These experiments focused on random walks on percolation clusters. These walks are of interest because the graphs of these clusters are not regular; some vertices have more neighbors than others, hence influencing where a walk can travel. We sought to look at the nature of these walks in terms of recurrence and transience. On an infinite graph, a recurrent walk is defined as one that, with probability 1, returns to its original position infinitely many times. Since we worked on finite graphs to model infinite graphs, we defined a recurrent walk as one that returned to its starting position at some point over the course of the walk.

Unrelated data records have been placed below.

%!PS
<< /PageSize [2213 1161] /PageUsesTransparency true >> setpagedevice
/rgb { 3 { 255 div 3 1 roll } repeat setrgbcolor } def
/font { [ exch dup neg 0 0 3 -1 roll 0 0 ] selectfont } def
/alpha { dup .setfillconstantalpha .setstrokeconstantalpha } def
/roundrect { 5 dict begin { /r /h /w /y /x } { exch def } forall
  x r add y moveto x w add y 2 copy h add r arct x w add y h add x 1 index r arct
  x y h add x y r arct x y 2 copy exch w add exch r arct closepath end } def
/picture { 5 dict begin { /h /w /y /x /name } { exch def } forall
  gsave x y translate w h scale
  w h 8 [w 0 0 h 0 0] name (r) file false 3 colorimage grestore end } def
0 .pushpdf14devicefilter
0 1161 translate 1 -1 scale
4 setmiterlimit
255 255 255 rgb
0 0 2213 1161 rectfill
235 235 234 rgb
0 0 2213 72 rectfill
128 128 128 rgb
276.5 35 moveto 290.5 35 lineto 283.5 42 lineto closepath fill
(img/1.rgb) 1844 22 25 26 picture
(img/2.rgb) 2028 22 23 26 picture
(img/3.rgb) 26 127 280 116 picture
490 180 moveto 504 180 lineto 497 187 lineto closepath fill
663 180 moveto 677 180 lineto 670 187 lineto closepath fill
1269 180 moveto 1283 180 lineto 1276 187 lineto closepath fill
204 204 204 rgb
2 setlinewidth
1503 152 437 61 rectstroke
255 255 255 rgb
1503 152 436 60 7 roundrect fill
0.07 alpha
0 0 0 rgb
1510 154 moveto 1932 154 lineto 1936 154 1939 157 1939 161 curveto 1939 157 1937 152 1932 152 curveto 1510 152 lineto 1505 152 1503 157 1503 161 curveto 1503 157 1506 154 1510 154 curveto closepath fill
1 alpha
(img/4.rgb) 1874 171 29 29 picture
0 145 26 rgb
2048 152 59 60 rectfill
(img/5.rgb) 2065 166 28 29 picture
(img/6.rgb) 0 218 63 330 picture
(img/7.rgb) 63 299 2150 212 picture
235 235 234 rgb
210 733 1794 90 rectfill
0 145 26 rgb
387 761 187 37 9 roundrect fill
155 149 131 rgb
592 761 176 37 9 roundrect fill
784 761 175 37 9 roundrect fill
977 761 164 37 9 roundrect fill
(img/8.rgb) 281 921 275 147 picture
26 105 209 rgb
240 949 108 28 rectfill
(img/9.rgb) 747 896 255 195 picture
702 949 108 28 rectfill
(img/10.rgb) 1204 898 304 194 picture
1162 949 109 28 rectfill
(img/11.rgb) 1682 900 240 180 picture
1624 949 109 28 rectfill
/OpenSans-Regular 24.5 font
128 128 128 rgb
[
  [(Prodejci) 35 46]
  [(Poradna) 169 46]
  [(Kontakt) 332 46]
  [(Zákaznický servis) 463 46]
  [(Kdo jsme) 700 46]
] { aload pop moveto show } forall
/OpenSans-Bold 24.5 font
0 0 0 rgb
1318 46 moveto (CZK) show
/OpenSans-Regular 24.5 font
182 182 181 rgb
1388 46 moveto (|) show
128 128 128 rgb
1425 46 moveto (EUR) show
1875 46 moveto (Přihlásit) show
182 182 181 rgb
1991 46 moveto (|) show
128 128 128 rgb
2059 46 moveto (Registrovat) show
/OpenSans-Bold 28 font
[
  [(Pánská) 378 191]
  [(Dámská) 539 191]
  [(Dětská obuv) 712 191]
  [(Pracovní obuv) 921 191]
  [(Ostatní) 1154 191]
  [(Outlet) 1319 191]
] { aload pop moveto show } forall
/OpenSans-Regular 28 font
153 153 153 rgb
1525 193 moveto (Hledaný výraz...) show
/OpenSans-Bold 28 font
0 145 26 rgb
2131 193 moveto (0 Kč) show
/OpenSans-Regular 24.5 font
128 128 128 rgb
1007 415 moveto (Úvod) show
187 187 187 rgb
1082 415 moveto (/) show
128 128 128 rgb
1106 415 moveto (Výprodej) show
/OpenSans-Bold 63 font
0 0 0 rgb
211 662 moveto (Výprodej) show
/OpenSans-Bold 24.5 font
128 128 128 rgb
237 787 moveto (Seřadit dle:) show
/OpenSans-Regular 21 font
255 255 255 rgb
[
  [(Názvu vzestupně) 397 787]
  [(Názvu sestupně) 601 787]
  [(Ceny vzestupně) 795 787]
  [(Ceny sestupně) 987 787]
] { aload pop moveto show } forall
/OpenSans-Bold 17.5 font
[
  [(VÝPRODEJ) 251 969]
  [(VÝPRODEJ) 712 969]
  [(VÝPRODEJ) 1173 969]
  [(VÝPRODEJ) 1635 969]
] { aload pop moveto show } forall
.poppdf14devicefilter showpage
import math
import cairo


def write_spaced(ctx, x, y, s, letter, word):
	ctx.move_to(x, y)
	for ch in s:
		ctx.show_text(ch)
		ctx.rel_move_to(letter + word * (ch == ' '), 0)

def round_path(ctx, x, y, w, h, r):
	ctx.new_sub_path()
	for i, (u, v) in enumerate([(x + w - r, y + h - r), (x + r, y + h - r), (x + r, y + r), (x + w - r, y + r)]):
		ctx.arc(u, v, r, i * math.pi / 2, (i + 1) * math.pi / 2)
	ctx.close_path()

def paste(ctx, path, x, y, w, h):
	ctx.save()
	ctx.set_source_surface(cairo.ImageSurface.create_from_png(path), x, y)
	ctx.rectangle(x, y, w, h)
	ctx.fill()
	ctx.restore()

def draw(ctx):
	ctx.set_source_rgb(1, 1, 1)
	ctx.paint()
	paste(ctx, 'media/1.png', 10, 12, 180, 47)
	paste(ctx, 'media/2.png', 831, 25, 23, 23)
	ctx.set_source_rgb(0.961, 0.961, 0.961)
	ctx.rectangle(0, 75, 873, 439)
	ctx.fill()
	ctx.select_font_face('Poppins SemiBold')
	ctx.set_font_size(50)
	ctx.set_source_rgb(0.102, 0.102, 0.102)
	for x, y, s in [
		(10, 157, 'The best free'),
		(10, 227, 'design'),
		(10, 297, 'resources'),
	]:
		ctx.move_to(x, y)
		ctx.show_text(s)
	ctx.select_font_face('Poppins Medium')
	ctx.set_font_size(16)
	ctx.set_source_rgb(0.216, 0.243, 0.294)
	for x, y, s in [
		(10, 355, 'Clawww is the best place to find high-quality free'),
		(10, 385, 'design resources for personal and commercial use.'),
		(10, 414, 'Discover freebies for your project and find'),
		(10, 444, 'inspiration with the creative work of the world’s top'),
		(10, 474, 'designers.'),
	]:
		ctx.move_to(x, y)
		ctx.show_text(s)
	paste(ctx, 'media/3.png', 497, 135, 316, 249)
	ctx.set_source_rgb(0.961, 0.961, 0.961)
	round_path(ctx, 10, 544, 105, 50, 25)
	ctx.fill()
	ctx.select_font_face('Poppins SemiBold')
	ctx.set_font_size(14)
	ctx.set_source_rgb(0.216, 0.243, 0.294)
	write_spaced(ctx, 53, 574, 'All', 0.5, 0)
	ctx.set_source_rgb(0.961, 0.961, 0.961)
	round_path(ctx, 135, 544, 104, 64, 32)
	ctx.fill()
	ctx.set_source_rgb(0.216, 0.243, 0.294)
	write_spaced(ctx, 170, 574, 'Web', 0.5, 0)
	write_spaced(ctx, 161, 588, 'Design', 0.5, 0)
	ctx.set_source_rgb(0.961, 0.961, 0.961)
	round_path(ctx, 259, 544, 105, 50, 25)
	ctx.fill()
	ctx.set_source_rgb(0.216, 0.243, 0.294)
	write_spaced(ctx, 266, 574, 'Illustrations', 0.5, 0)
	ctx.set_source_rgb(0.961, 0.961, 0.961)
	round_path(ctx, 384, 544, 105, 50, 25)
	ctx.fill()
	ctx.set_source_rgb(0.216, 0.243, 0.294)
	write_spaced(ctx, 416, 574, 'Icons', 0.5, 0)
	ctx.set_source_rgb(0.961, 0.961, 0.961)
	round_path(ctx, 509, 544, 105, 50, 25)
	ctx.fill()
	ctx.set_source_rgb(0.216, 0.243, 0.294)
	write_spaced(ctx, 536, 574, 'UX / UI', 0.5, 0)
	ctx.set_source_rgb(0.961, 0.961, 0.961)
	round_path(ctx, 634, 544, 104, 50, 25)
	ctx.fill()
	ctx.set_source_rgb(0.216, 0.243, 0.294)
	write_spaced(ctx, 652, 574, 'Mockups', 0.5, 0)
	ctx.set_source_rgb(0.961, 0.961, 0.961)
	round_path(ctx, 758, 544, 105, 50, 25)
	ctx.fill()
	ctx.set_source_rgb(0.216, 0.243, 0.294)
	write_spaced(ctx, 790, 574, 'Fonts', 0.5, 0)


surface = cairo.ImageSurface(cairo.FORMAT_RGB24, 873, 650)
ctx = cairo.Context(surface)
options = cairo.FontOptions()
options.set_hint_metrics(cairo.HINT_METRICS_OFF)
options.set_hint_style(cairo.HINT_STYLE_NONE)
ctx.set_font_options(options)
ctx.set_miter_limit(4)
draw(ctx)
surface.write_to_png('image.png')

To simulate walks on percolation clusters in an infinite setting, we ran these walks on the maximum cluster of the percolated fractal graphs. We also wanted to look at the relative size of these walks compared to the cluster they were run on. To evaluate size, we looked at the number of distinct vertices that the walk hits compared to the number of vertices in the cluster. We also looked at how far the walks got by computing the distance at each step from the starting position and looking at the farthest point the walk traversed.

The aim of these experiments was to understand the nature of random walk on the Sierpinski Gasket percolated at different probabilities. We already know that the lattice graph yields recurrent walks at every percolation probability (though it is just barely recurrent at p = 1.0), so the hope of these experiments was to understand walks on SG by comparing data with data on the lattice. To minimize the effects of outliers in the data, for each probability we ran multiple walks (either 25 or 100) on 10 distinct clusters and then took averages over all of the data. Each walk had a length of 1,000 steps.